# THE PROBLEM
Find and copy each line of the records where the string "leave" shows up.

(Source data)
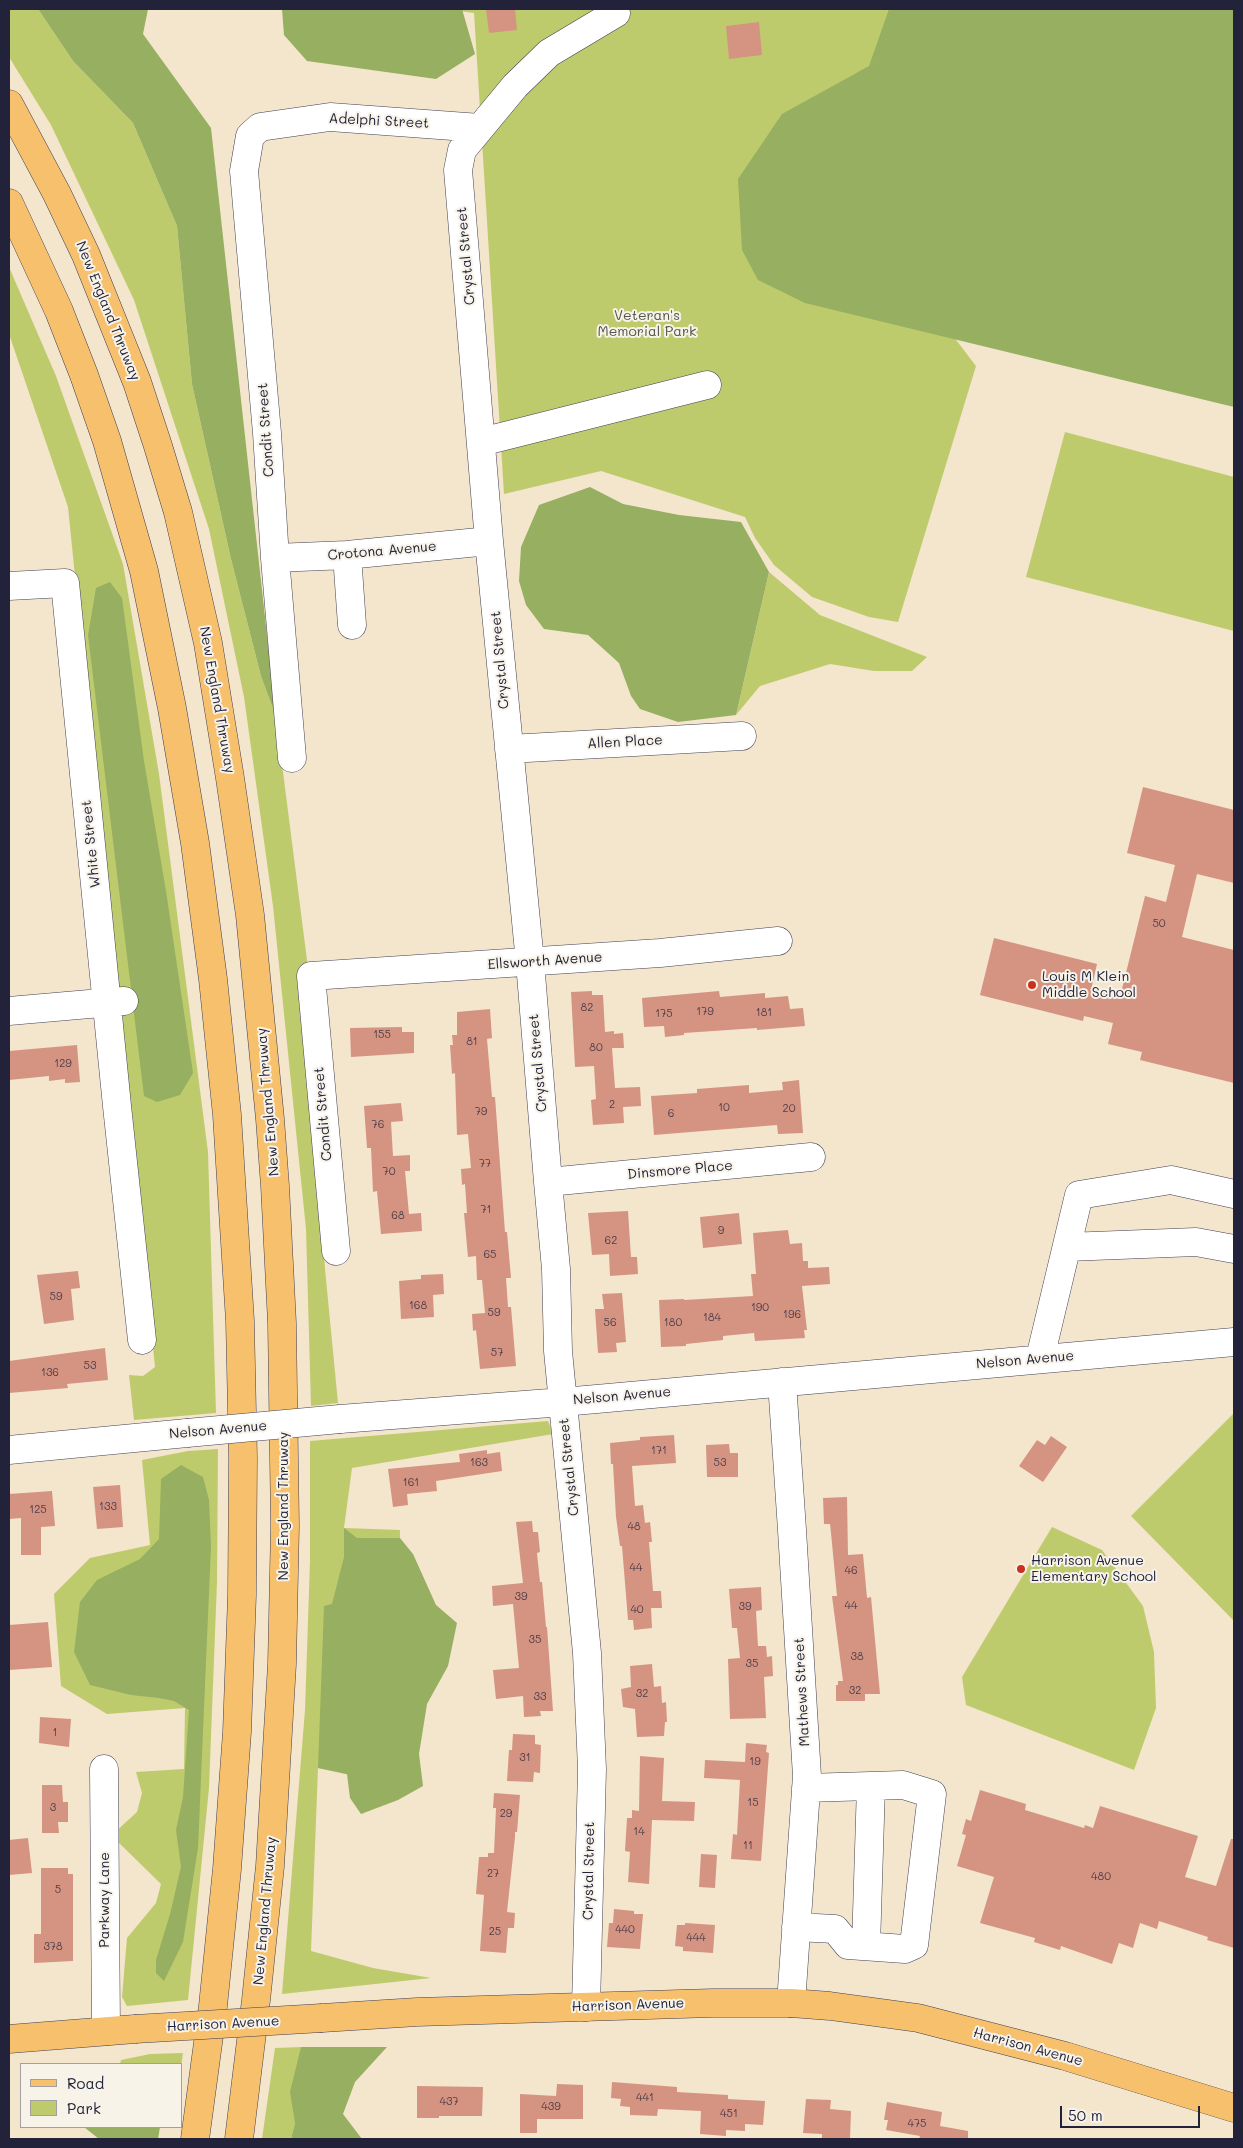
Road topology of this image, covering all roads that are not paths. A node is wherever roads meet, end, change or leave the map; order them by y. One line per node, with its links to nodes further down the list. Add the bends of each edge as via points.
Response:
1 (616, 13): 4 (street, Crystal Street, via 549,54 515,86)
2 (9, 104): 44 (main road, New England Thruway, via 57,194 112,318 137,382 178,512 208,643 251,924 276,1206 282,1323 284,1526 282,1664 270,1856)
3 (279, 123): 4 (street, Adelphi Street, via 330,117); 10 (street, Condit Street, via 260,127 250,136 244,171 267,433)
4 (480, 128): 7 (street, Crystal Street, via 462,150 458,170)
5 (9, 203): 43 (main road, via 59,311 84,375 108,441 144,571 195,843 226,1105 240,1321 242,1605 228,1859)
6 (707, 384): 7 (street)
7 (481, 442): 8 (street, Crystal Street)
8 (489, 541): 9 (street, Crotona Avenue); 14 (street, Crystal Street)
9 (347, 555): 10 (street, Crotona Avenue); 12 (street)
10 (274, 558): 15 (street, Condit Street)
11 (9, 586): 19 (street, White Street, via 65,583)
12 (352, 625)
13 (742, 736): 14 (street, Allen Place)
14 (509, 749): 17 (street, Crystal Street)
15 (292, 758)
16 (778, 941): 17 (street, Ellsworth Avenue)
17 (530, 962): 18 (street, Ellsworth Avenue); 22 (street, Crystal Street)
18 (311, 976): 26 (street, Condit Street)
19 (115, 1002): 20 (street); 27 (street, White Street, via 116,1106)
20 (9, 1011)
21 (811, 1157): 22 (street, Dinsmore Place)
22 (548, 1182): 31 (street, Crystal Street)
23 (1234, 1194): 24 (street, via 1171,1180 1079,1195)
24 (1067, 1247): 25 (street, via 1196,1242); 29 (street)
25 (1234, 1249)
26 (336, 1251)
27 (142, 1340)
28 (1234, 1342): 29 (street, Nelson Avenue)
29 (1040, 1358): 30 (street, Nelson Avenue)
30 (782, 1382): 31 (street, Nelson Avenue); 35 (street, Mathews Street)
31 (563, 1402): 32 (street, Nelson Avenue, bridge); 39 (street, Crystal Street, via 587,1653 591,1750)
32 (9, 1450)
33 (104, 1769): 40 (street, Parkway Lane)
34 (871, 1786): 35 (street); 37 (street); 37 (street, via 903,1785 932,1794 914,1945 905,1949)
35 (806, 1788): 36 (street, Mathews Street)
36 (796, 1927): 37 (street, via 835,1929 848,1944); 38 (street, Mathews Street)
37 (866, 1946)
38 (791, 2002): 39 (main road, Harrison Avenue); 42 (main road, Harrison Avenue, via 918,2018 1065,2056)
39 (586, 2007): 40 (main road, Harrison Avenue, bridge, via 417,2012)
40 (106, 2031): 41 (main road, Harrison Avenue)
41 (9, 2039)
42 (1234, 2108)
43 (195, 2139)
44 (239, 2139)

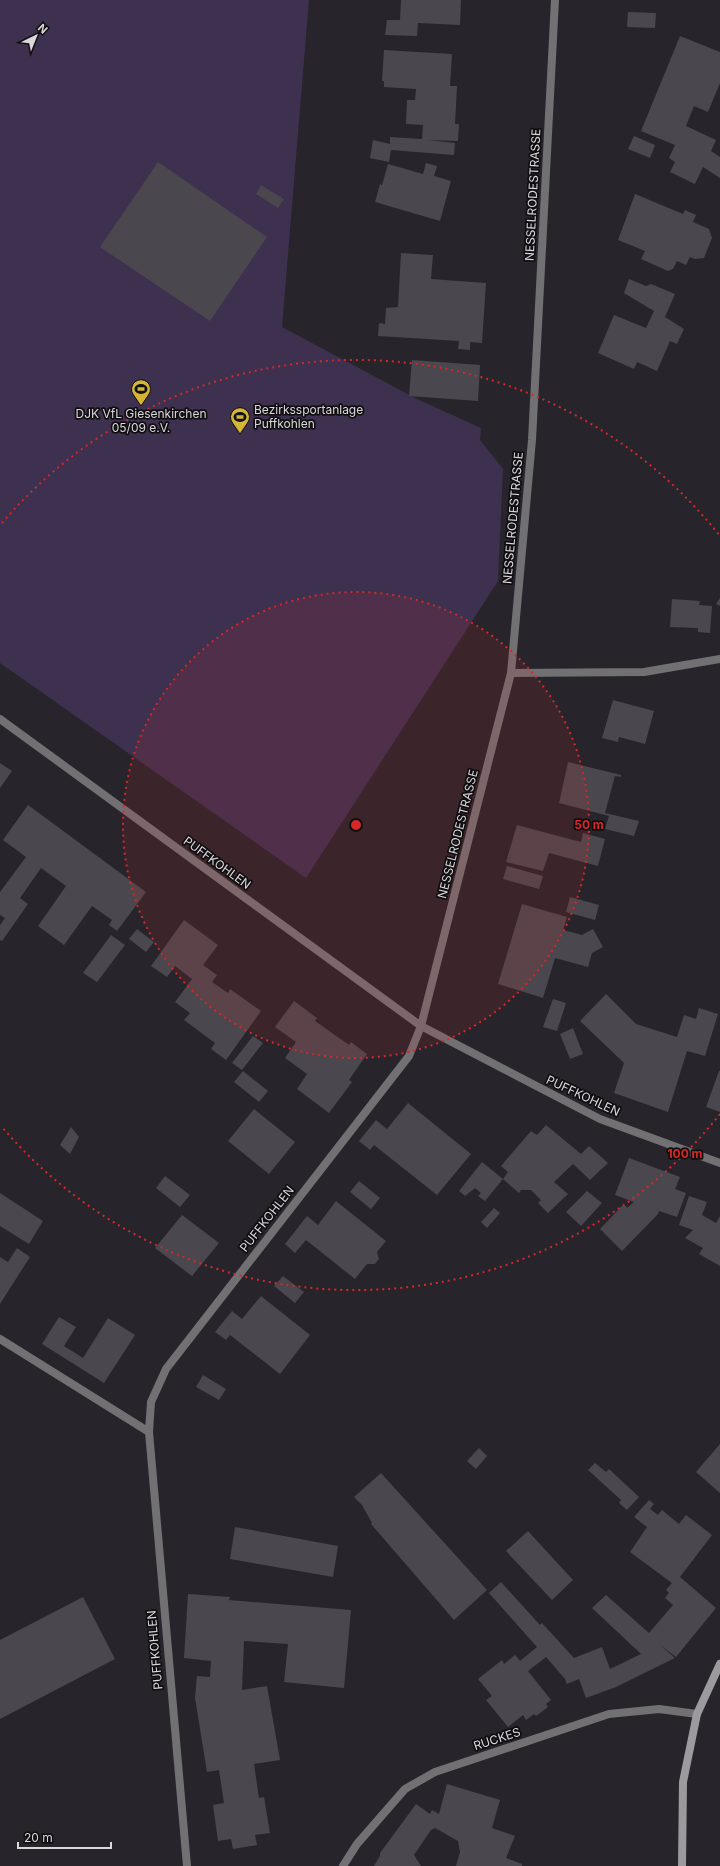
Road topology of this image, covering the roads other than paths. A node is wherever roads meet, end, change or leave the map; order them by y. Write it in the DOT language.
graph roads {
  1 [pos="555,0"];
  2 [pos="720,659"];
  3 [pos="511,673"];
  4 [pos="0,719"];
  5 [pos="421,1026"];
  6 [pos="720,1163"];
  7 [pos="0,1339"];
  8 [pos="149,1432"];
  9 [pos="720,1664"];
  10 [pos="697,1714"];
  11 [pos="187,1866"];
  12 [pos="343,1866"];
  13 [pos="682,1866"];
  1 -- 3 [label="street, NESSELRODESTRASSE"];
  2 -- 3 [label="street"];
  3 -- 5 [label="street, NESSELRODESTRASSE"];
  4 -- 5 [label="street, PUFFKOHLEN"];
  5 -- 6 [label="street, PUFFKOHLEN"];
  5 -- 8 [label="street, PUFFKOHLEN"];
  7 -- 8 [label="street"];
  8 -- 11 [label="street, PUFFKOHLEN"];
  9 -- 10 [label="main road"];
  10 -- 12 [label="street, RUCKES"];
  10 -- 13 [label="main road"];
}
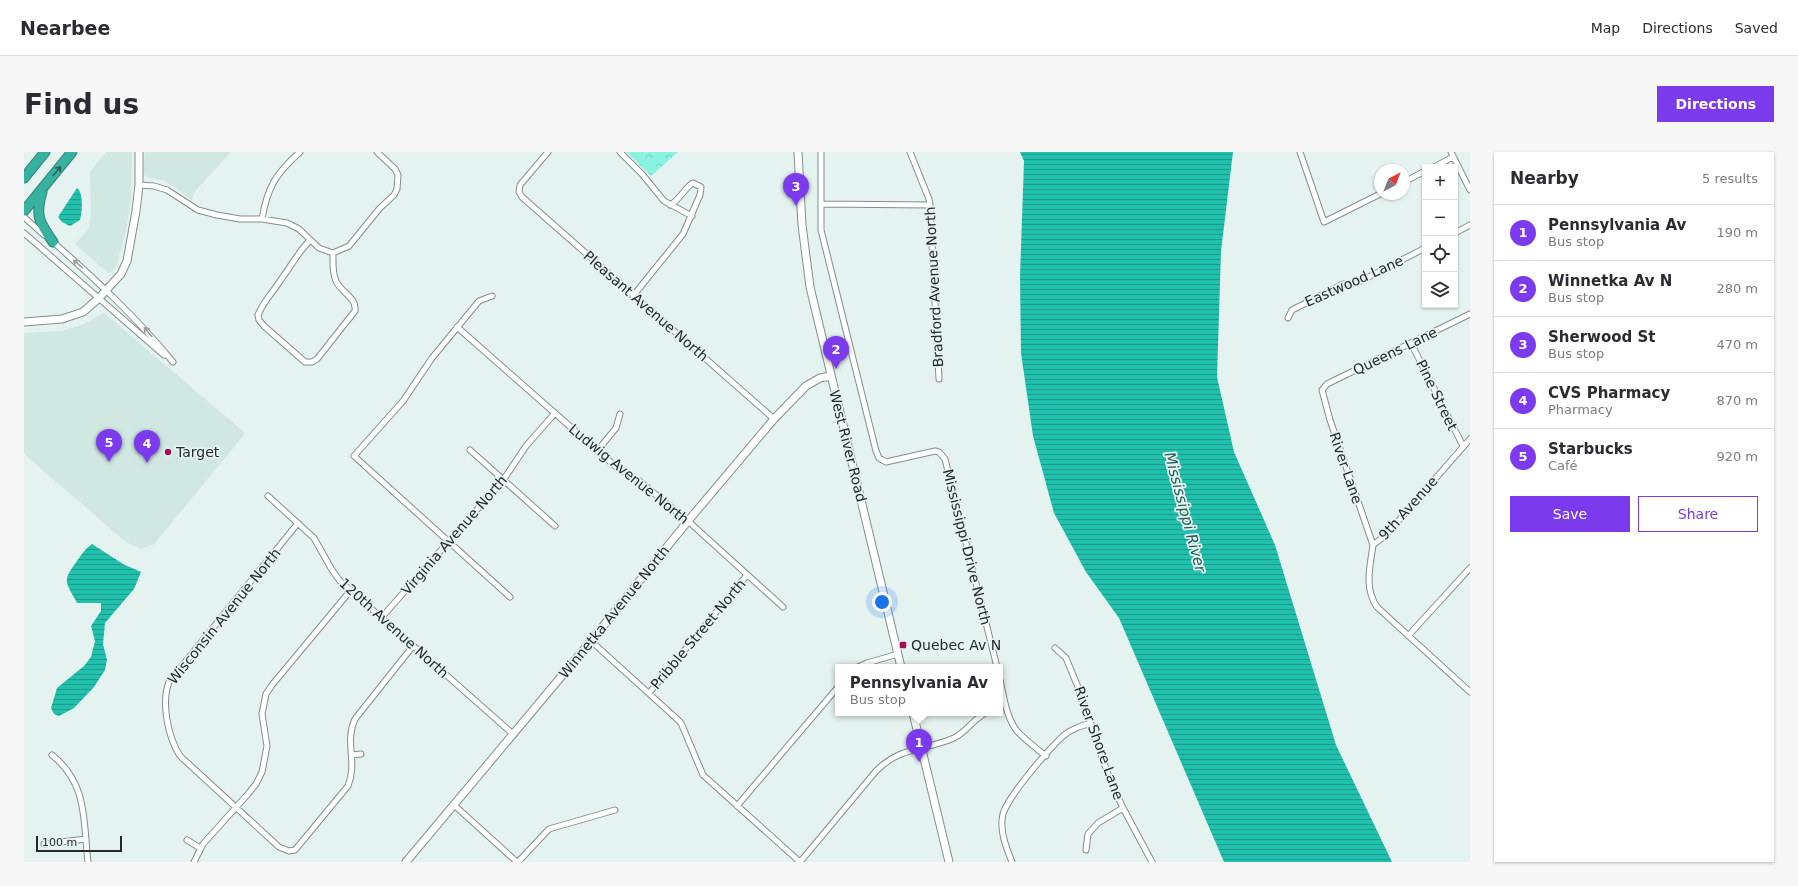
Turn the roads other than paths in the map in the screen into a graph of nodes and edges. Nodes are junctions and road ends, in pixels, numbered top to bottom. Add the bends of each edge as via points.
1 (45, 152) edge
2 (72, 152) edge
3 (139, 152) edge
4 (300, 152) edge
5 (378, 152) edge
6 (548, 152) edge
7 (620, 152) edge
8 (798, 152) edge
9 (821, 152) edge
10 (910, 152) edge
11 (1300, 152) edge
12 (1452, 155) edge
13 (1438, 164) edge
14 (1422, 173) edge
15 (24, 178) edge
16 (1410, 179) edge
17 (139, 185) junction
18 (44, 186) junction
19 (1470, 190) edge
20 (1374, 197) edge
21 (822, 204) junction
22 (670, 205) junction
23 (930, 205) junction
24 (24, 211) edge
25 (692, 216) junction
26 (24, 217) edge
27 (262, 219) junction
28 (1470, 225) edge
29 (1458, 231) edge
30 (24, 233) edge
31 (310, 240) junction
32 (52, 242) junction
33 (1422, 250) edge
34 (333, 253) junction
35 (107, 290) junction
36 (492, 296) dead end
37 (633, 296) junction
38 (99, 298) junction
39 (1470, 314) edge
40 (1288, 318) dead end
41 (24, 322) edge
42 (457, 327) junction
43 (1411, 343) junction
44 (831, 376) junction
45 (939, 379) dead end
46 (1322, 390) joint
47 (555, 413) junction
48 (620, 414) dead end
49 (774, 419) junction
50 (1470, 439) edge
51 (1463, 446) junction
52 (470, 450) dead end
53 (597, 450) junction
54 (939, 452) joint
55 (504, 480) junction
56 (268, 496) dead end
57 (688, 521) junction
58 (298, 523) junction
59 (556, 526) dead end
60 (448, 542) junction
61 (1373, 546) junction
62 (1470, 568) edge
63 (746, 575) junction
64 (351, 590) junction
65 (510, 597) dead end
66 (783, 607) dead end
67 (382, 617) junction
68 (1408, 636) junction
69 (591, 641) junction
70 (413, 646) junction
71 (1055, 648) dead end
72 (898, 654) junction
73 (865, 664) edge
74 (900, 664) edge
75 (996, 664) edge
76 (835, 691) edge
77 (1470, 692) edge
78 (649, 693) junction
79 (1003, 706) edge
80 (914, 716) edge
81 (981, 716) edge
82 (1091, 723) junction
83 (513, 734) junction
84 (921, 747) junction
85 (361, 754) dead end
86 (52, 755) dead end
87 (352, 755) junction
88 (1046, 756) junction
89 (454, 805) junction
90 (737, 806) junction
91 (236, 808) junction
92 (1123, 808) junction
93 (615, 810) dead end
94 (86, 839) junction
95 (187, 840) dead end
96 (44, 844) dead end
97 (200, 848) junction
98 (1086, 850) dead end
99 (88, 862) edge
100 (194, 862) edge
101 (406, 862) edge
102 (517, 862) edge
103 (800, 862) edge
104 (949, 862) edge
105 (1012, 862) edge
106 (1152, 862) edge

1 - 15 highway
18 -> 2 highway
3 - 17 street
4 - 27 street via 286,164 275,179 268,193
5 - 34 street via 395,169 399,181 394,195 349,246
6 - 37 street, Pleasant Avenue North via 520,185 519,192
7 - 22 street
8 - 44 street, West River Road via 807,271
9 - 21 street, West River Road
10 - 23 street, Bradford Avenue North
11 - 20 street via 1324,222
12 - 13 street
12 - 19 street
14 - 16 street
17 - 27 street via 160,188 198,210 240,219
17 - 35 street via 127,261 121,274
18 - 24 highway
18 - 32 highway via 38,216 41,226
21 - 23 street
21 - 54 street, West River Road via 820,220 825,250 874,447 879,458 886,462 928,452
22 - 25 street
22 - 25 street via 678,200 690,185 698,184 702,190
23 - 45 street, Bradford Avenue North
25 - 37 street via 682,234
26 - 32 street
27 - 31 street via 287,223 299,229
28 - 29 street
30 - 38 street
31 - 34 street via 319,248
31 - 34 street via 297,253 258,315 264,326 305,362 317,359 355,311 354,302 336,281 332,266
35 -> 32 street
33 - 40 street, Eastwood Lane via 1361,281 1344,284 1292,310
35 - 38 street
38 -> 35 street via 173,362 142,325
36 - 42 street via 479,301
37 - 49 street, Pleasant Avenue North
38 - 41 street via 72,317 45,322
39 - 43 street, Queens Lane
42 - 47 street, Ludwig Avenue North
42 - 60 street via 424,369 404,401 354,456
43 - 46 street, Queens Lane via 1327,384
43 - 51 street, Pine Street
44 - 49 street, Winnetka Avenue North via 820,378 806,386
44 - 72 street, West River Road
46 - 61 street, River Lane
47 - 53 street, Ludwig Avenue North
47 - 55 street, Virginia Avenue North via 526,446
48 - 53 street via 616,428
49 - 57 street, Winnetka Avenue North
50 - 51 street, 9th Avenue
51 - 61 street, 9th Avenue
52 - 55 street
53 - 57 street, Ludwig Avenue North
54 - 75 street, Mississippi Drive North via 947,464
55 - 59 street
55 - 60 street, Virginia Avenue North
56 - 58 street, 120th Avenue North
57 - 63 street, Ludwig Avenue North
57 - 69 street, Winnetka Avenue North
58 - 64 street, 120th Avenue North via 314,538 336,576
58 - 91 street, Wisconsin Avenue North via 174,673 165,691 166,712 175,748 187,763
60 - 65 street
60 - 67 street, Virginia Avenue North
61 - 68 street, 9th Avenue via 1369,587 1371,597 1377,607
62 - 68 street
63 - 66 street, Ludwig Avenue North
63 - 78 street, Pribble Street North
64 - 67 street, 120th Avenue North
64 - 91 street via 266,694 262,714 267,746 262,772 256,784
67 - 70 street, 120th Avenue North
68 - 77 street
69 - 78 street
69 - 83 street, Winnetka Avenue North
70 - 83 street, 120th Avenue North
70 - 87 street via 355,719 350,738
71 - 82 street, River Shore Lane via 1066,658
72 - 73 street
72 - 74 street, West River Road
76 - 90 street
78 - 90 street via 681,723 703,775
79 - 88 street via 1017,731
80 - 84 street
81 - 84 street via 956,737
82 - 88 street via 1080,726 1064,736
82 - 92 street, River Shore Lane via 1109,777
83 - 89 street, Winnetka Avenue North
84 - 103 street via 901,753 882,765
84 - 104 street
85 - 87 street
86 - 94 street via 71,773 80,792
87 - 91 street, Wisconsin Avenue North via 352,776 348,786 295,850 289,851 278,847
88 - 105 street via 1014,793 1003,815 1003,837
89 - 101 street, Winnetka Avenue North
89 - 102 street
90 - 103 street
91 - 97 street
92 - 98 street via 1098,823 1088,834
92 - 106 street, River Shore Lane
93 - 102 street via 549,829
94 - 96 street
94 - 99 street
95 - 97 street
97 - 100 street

# ANSWER SECTION
Road topology of this image, covering all roads that are not paths. A node is wherever roads meet, end, change or leave the map; order them by y. One line per node, with its links to nodes further down the list. Add the bends of each edge as via points.
Road topology of this image, covering the roads other than paths. A node is wherever roads meet, end, change or leave the map; order them by y. Write it in the DOT language.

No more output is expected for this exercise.